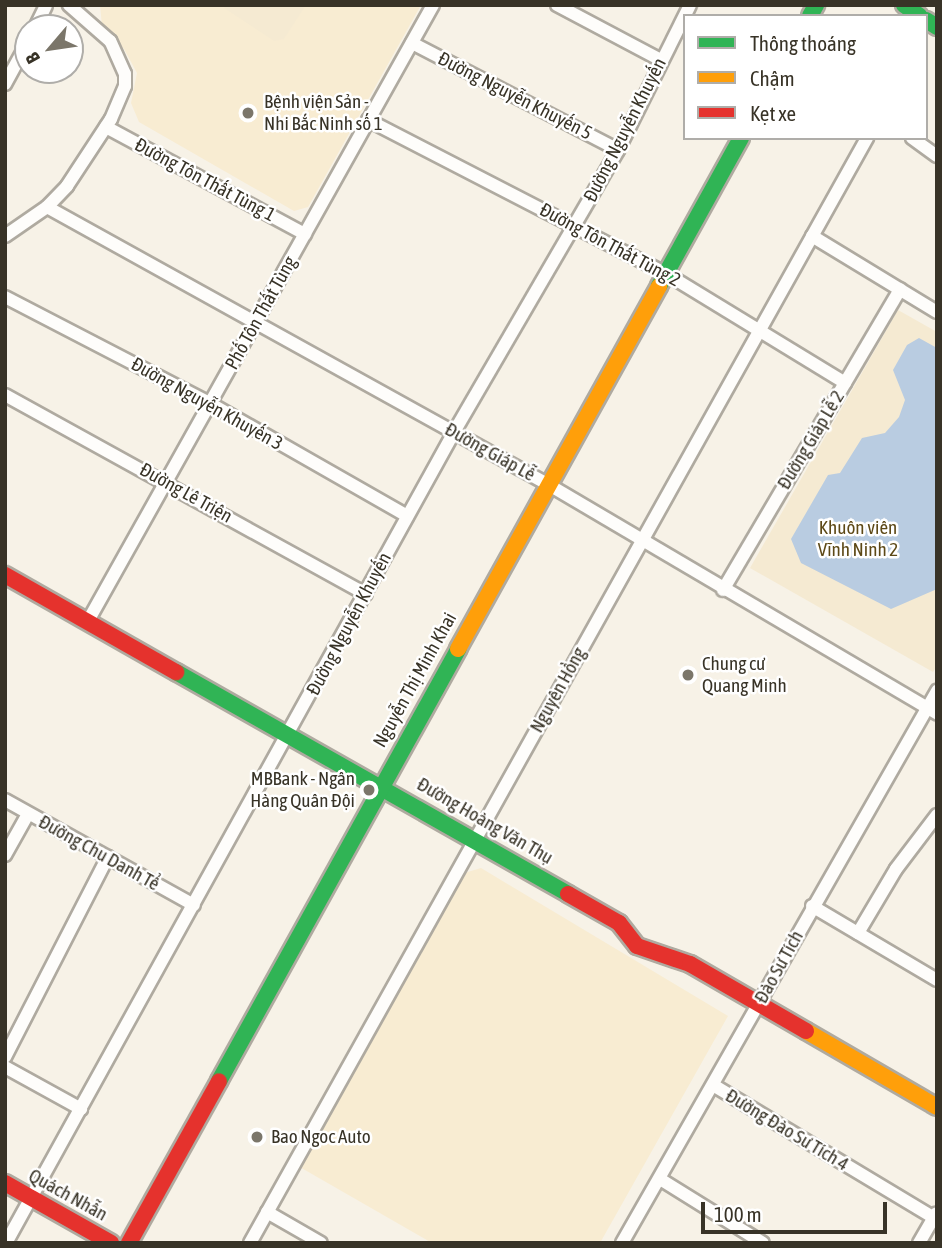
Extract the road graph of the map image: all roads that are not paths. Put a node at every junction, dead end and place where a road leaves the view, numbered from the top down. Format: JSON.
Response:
{"nodes":[{"id":1,"x":69,"y":5,"type":"edge"},
{"id":2,"x":433,"y":5,"type":"edge"},
{"id":3,"x":558,"y":5,"type":"edge"},
{"id":4,"x":683,"y":18,"type":"edge"},
{"id":5,"x":412,"y":43,"type":"junction"},
{"id":6,"x":661,"y":60,"type":"junction"},
{"id":7,"x":14,"y":68,"type":"edge"},
{"id":8,"x":5,"y":84,"type":"edge"},
{"id":9,"x":369,"y":120,"type":"junction"},
{"id":10,"x":106,"y":127,"type":"junction"},
{"id":11,"x":740,"y":140,"type":"edge"},
{"id":12,"x":866,"y":140,"type":"edge"},
{"id":13,"x":915,"y":140,"type":"edge"},
{"id":14,"x":618,"y":150,"type":"junction"},
{"id":15,"x":937,"y":156,"type":"edge"},
{"id":16,"x":47,"y":207,"type":"junction"},
{"id":17,"x":575,"y":225,"type":"junction"},
{"id":18,"x":305,"y":234,"type":"junction"},
{"id":19,"x":5,"y":236,"type":"edge"},
{"id":20,"x":812,"y":236,"type":"junction"},
{"id":21,"x":665,"y":273,"type":"junction"},
{"id":22,"x":900,"y":289,"type":"junction"},
{"id":23,"x":5,"y":297,"type":"edge"},
{"id":24,"x":937,"y":312,"type":"edge"},
{"id":25,"x":255,"y":324,"type":"junction"},
{"id":26,"x":760,"y":329,"type":"junction"},
{"id":27,"x":845,"y":383,"type":"junction"},
{"id":28,"x":5,"y":395,"type":"edge"},
{"id":29,"x":211,"y":404,"type":"junction"},
{"id":30,"x":454,"y":432,"type":"junction"},
{"id":31,"x":167,"y":482,"type":"junction"},
{"id":32,"x":549,"y":485,"type":"junction"},
{"id":33,"x":407,"y":516,"type":"junction"},
{"id":34,"x":640,"y":541,"type":"junction"},
{"id":35,"x":5,"y":575,"type":"edge"},
{"id":36,"x":723,"y":590,"type":"junction"},
{"id":37,"x":366,"y":594,"type":"junction"},
{"id":38,"x":88,"y":621,"type":"junction"},
{"id":39,"x":937,"y":691,"type":"edge"},
{"id":40,"x":932,"y":711,"type":"edge"},
{"id":41,"x":290,"y":734,"type":"junction"},
{"id":42,"x":380,"y":785,"type":"junction"},
{"id":43,"x":5,"y":800,"type":"edge"},
{"id":44,"x":28,"y":814,"type":"junction"},
{"id":45,"x":937,"y":816,"type":"edge"},
{"id":46,"x":475,"y":840,"type":"junction"},
{"id":47,"x":5,"y":855,"type":"edge"},
{"id":48,"x":108,"y":857,"type":"junction"},
{"id":49,"x":194,"y":905,"type":"junction"},
{"id":50,"x":813,"y":906,"type":"junction"},
{"id":51,"x":858,"y":933,"type":"junction"},
{"id":52,"x":937,"y":979,"type":"edge"},
{"id":53,"x":759,"y":1004,"type":"junction"},
{"id":54,"x":5,"y":1057,"type":"edge"},
{"id":55,"x":5,"y":1067,"type":"edge"},
{"id":56,"x":713,"y":1085,"type":"junction"},
{"id":57,"x":937,"y":1107,"type":"edge"},
{"id":58,"x":80,"y":1110,"type":"junction"},
{"id":59,"x":660,"y":1179,"type":"junction"},
{"id":60,"x":5,"y":1183,"type":"edge"},
{"id":61,"x":33,"y":1199,"type":"junction"},
{"id":62,"x":267,"y":1212,"type":"junction"},
{"id":63,"x":935,"y":1214,"type":"edge"},
{"id":64,"x":6,"y":1243,"type":"edge"},
{"id":65,"x":111,"y":1243,"type":"edge"},
{"id":66,"x":129,"y":1243,"type":"edge"},
{"id":67,"x":250,"y":1243,"type":"edge"},
{"id":68,"x":321,"y":1243,"type":"edge"},
{"id":69,"x":622,"y":1243,"type":"edge"},
{"id":70,"x":763,"y":1243,"type":"edge"},
{"id":71,"x":919,"y":1243,"type":"edge"}],
"edges":[{"from":1,"to":10,"type":"street"},
{"from":2,"to":5,"type":"street","name":"Phố Tôn Thất Tùng"},
{"from":3,"to":6,"type":"street"},
{"from":4,"to":6,"type":"street","name":"Đường Nguyễn Khuyến"},
{"from":5,"to":9,"type":"street","name":"Phố Tôn Thất Tùng"},
{"from":5,"to":14,"type":"street","name":"Đường Nguyễn Khuyến 5"},
{"from":6,"to":14,"type":"street","name":"Đường Nguyễn Khuyến"},
{"from":7,"to":8,"type":"street"},
{"from":9,"to":17,"type":"street","name":"Đường Tôn Thất Tùng 2"},
{"from":9,"to":18,"type":"street","name":"Phố Tôn Thất Tùng"},
{"from":10,"to":16,"type":"street"},
{"from":10,"to":18,"type":"street","name":"Đường Tôn Thất Tùng 1"},
{"from":11,"to":21,"type":"main road","name":"Nguyễn Thị Minh Khai"},
{"from":12,"to":20,"type":"street","name":"Nguyên Hồng"},
{"from":13,"to":15,"type":"street"},
{"from":14,"to":17,"type":"street","name":"Đường Nguyễn Khuyến"},
{"from":16,"to":19,"type":"street"},
{"from":16,"to":25,"type":"street","name":"Đường Giáp Lễ"},
{"from":17,"to":21,"type":"street","name":"Đường Tôn Thất Tùng 2"},
{"from":17,"to":30,"type":"street","name":"Đường Nguyễn Khuyến"},
{"from":18,"to":25,"type":"street","name":"Phố Tôn Thất Tùng"},
{"from":20,"to":22,"type":"street"},
{"from":20,"to":26,"type":"street","name":"Nguyên Hồng"},
{"from":21,"to":26,"type":"street","name":"Đường Tôn Thất Tùng 2"},
{"from":21,"to":32,"type":"main road","name":"Nguyễn Thị Minh Khai"},
{"from":22,"to":24,"type":"street"},
{"from":22,"to":27,"type":"street","name":"Đường Giáp Lễ 2"},
{"from":23,"to":29,"type":"street","name":"Đường Nguyễn Khuyến 3"},
{"from":25,"to":29,"type":"street","name":"Phố Tôn Thất Tùng"},
{"from":25,"to":30,"type":"street","name":"Đường Giáp Lễ"},
{"from":26,"to":27,"type":"street","name":"Đường Tôn Thất Tùng 2"},
{"from":26,"to":34,"type":"street","name":"Nguyên Hồng"},
{"from":27,"to":36,"type":"street","name":"Đường Giáp Lễ 2"},
{"from":28,"to":31,"type":"street","name":"Đường Lê Triện"},
{"from":29,"to":31,"type":"street","name":"Phố Tôn Thất Tùng"},
{"from":29,"to":33,"type":"street","name":"Đường Nguyễn Khuyến 3"},
{"from":30,"to":32,"type":"street","name":"Đường Giáp Lễ"},
{"from":30,"to":33,"type":"street","name":"Đường Nguyễn Khuyến"},
{"from":31,"to":37,"type":"street","name":"Đường Lê Triện"},
{"from":31,"to":38,"type":"street","name":"Phố Tôn Thất Tùng"},
{"from":32,"to":34,"type":"street","name":"Đường Giáp Lễ"},
{"from":32,"to":42,"type":"main road","name":"Nguyễn Thị Minh Khai"},
{"from":33,"to":37,"type":"street","name":"Đường Nguyễn Khuyến"},
{"from":34,"to":36,"type":"street","name":"Đường Giáp Lễ"},
{"from":34,"to":46,"type":"street","name":"Nguyên Hồng"},
{"from":35,"to":38,"type":"main road","name":"Đường Hoàng Văn Thụ"},
{"from":36,"to":40,"type":"street","name":"Đường Giáp Lễ"},
{"from":37,"to":41,"type":"street","name":"Đường Nguyễn Khuyến"},
{"from":38,"to":41,"type":"main road","name":"Đường Hoàng Văn Thụ"},
{"from":39,"to":40,"type":"street","name":"Đào Sư Tích"},
{"from":40,"to":50,"type":"street","name":"Đào Sư Tích"},
{"from":41,"to":42,"type":"main road","name":"Đường Hoàng Văn Thụ"},
{"from":41,"to":49,"type":"street","name":"Đường Nguyễn Khuyến"},
{"from":42,"to":46,"type":"main road","name":"Đường Hoàng Văn Thụ"},
{"from":42,"to":66,"type":"main road","name":"Nguyễn Thị Minh Khai"},
{"from":43,"to":44,"type":"street","name":"Đường Chu Danh Tể"},
{"from":44,"to":47,"type":"street"},
{"from":44,"to":48,"type":"street","name":"Đường Chu Danh Tể"},
{"from":45,"to":51,"type":"street"},
{"from":46,"to":53,"type":"main road","name":"Đường Hoàng Văn Thụ"},
{"from":46,"to":62,"type":"street","name":"Nguyên Hồng"},
{"from":48,"to":49,"type":"street","name":"Đường Chu Danh Tể"},
{"from":48,"to":54,"type":"street"},
{"from":49,"to":58,"type":"street","name":"Đường Nguyễn Khuyến"},
{"from":50,"to":51,"type":"street"},
{"from":50,"to":53,"type":"street","name":"Đào Sư Tích"},
{"from":51,"to":52,"type":"street"},
{"from":53,"to":56,"type":"street","name":"Đào Sư Tích"},
{"from":53,"to":57,"type":"main road","name":"Đường Hoàng Văn Thụ"},
{"from":55,"to":58,"type":"street"},
{"from":56,"to":59,"type":"street","name":"Đào Sư Tích"},
{"from":56,"to":63,"type":"street","name":"Đường Đào Sư Tích 4"},
{"from":58,"to":61,"type":"street","name":"Đường Nguyễn Khuyến"},
{"from":59,"to":69,"type":"street","name":"Đào Sư Tích"},
{"from":59,"to":70,"type":"street"},
{"from":60,"to":61,"type":"main road","name":"Quách Nhẫn"},
{"from":61,"to":64,"type":"street","name":"Đường Nguyễn Khuyến"},
{"from":61,"to":65,"type":"main road","name":"Quách Nhẫn"},
{"from":62,"to":67,"type":"street","name":"Nguyên Hồng"},
{"from":62,"to":68,"type":"street"},
{"from":63,"to":71,"type":"street"}]}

▶ [ASSIGNMENT]: Scan the records above. Return every line with "Nguyên" in it.

▶ [COMPLETED EXERCISE]:
{"from":12,"to":20,"type":"street","name":"Nguyên Hồng"},
{"from":20,"to":26,"type":"street","name":"Nguyên Hồng"},
{"from":26,"to":34,"type":"street","name":"Nguyên Hồng"},
{"from":34,"to":46,"type":"street","name":"Nguyên Hồng"},
{"from":46,"to":62,"type":"street","name":"Nguyên Hồng"},
{"from":62,"to":67,"type":"street","name":"Nguyên Hồng"},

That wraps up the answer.